Task description: In the data below, find every line with the word "Bình" and copy it.

Items from a dataset:
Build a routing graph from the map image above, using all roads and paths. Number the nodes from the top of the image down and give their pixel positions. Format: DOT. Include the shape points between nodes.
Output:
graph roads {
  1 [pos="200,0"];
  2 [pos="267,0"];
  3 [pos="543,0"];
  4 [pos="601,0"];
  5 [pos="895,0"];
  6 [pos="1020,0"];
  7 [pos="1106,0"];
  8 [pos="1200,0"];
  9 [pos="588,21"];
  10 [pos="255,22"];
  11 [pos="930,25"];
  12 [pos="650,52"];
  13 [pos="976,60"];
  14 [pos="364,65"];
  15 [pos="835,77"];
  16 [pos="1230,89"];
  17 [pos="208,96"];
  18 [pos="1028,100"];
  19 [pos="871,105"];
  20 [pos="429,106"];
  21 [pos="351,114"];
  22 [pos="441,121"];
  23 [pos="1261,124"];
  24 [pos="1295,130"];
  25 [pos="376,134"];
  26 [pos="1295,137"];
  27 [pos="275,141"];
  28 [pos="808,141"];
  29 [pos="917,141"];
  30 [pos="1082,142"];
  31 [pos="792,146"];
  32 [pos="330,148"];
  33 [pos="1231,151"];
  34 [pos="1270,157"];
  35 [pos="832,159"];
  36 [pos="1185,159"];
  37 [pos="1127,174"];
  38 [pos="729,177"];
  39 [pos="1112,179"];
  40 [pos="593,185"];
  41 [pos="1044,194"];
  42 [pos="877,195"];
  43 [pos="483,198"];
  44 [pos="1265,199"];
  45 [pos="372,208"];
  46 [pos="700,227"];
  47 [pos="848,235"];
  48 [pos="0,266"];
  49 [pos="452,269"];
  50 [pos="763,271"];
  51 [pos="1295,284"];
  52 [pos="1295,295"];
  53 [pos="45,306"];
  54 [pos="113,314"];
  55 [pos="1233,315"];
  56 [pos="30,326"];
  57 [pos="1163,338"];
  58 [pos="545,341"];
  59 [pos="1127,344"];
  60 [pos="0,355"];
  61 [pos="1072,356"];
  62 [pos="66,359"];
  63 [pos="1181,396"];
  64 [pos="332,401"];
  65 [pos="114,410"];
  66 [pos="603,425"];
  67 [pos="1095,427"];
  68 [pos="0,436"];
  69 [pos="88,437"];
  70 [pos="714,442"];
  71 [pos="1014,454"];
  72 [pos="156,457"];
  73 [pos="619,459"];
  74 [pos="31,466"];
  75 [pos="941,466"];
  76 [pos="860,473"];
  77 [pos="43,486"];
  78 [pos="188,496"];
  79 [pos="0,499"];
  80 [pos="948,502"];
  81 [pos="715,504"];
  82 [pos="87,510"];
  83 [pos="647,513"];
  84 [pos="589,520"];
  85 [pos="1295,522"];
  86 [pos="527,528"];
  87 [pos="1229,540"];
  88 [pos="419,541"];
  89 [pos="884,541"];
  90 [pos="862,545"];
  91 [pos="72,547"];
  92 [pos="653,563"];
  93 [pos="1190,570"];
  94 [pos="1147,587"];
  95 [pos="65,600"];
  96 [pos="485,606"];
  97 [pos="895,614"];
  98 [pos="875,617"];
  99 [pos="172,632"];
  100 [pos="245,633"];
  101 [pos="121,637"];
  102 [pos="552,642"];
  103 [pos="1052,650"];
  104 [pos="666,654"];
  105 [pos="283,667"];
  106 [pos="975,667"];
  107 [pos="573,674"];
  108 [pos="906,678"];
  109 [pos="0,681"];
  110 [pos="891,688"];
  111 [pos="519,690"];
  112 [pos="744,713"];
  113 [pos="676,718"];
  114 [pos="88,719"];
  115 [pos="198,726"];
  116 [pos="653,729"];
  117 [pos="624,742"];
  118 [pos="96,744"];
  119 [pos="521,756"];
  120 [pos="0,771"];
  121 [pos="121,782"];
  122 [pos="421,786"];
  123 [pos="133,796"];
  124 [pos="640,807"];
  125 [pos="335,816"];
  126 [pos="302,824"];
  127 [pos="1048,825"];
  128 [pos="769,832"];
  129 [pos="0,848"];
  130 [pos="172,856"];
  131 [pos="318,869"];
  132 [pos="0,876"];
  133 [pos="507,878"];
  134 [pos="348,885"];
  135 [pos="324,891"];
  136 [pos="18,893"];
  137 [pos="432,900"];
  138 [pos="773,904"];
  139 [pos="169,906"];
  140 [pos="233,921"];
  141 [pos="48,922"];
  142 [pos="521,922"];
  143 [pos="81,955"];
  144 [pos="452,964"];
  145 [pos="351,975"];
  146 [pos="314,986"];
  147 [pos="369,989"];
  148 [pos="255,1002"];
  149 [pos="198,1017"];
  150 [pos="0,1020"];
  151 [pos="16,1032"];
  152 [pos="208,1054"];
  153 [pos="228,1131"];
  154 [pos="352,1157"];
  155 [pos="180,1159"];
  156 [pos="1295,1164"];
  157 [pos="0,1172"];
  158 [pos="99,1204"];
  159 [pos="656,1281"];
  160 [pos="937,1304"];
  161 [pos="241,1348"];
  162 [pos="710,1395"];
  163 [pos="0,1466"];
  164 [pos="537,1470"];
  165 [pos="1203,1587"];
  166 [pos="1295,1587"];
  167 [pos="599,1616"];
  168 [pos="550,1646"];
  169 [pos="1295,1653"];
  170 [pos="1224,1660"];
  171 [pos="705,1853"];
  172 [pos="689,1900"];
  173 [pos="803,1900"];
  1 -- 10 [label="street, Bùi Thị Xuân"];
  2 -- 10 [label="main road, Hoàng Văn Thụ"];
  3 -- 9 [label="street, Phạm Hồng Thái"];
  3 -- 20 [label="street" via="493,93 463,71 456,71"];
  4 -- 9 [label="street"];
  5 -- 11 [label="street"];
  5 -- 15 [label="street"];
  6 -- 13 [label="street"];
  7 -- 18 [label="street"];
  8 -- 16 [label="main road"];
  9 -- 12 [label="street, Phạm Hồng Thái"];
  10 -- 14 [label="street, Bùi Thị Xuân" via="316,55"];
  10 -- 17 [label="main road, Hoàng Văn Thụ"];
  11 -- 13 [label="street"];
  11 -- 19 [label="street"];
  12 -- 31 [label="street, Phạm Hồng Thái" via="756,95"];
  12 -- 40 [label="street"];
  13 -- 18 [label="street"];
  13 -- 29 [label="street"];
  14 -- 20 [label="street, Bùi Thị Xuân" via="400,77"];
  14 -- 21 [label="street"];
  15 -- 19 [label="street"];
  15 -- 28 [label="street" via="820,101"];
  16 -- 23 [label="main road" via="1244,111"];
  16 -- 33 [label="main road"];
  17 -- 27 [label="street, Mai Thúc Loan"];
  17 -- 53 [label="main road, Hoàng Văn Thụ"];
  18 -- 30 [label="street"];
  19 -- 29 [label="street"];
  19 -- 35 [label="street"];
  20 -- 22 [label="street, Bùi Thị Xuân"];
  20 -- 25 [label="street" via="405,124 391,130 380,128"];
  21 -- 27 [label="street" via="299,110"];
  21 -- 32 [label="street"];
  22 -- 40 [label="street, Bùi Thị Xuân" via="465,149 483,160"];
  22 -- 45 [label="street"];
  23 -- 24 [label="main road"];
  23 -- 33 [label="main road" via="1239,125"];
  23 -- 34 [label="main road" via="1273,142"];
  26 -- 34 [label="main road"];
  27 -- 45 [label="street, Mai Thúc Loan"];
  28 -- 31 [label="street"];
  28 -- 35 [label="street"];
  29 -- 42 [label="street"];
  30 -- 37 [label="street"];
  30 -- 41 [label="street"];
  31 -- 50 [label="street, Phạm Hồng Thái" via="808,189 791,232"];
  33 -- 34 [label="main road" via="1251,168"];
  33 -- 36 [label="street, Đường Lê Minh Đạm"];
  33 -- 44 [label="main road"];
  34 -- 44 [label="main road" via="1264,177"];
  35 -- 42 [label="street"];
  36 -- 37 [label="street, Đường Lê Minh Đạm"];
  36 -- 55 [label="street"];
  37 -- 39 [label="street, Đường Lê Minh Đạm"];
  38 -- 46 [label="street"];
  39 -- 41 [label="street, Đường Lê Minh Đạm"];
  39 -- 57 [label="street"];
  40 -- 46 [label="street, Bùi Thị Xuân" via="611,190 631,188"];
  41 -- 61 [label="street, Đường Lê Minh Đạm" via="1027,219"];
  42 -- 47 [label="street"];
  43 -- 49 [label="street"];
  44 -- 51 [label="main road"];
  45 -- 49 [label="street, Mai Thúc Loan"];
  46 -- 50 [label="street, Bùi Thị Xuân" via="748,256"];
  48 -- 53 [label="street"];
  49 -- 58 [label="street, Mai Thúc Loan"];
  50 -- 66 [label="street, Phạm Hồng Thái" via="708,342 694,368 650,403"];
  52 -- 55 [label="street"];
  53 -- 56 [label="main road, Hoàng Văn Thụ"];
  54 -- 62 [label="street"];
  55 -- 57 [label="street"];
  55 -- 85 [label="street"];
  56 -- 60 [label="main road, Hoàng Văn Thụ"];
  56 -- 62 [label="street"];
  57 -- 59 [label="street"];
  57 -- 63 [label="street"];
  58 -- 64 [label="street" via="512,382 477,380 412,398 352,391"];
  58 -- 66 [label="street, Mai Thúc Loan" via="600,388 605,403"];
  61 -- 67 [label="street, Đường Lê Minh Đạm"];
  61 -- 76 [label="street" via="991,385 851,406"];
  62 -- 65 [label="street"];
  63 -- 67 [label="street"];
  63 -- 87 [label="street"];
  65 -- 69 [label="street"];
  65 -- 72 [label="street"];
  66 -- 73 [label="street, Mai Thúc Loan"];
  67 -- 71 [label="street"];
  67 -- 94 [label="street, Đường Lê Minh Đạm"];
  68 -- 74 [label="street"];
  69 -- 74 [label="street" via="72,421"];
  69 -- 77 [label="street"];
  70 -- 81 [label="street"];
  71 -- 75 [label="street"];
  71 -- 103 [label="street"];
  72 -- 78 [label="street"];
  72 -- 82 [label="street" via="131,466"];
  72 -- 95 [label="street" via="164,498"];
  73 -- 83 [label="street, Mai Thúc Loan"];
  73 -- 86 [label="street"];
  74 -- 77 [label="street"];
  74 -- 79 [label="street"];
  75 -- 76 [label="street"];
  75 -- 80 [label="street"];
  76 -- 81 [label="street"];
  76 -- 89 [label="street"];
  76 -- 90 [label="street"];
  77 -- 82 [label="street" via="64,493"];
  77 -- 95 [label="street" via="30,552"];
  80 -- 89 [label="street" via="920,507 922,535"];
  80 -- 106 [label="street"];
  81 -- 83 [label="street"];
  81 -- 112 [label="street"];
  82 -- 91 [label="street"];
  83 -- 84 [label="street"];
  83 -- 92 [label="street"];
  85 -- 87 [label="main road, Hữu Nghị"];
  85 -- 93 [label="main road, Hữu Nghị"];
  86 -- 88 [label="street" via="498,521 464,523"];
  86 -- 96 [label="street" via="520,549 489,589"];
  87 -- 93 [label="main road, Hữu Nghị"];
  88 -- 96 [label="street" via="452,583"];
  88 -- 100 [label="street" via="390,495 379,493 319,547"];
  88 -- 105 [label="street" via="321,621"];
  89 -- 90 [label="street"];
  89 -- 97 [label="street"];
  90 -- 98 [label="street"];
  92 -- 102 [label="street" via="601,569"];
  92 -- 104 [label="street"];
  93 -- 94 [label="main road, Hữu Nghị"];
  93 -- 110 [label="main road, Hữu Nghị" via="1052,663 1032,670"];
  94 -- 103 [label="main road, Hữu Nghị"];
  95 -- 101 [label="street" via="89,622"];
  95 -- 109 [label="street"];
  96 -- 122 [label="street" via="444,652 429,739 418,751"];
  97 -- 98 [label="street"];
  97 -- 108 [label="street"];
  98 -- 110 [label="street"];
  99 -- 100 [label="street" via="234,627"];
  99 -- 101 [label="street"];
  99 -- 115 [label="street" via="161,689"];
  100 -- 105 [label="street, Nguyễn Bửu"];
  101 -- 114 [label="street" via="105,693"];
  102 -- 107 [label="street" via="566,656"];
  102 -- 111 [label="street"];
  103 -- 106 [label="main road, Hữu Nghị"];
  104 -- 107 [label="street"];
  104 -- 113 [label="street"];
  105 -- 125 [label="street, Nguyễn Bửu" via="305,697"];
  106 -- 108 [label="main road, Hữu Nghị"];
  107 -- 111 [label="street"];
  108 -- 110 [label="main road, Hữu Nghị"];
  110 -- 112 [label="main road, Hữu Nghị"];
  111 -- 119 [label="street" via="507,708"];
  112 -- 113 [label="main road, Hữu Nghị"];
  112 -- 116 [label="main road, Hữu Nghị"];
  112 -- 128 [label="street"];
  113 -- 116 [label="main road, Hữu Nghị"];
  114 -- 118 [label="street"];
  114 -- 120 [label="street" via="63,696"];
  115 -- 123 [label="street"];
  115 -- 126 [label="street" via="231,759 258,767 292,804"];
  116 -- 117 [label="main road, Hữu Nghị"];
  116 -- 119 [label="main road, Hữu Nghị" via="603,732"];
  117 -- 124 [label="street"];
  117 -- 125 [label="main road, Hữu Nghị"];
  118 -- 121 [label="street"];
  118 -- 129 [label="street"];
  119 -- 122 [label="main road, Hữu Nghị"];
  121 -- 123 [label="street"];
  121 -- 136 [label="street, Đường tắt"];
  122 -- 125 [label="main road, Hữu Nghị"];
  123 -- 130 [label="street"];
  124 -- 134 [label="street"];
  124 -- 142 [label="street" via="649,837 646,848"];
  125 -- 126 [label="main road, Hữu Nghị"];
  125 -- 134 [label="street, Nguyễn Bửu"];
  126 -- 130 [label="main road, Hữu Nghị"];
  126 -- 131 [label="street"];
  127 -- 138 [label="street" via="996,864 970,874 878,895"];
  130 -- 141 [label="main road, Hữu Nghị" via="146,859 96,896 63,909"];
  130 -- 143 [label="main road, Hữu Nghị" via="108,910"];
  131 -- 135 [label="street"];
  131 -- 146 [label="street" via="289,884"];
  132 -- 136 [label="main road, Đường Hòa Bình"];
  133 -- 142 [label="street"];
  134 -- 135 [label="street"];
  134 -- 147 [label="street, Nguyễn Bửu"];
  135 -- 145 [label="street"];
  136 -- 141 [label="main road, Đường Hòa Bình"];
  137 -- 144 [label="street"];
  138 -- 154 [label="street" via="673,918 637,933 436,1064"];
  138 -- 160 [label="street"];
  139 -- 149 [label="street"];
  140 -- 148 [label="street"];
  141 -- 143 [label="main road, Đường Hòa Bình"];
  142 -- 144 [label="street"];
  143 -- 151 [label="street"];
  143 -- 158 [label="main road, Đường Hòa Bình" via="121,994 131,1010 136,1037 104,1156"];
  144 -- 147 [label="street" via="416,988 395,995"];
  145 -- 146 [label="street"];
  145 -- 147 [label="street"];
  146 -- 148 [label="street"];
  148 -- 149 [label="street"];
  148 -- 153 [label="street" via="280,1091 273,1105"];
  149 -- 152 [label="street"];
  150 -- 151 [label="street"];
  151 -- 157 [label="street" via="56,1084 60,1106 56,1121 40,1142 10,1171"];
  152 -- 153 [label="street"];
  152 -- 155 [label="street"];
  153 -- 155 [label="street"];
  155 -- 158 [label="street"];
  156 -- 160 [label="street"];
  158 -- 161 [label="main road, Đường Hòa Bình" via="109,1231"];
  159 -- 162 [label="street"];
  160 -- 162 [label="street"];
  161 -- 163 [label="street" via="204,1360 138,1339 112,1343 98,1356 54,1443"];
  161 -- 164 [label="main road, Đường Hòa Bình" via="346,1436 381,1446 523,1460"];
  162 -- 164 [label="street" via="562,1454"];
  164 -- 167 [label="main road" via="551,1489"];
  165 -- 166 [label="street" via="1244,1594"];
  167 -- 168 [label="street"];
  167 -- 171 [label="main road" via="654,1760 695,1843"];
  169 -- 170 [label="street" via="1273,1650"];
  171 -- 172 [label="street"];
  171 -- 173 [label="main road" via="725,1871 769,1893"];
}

Solution:
  132 -- 136 [label="main road, Đường Hòa Bình"];
  136 -- 141 [label="main road, Đường Hòa Bình"];
  141 -- 143 [label="main road, Đường Hòa Bình"];
  143 -- 158 [label="main road, Đường Hòa Bình" via="121,994 131,1010 136,1037 104,1156"];
  158 -- 161 [label="main road, Đường Hòa Bình" via="109,1231"];
  161 -- 164 [label="main road, Đường Hòa Bình" via="346,1436 381,1446 523,1460"];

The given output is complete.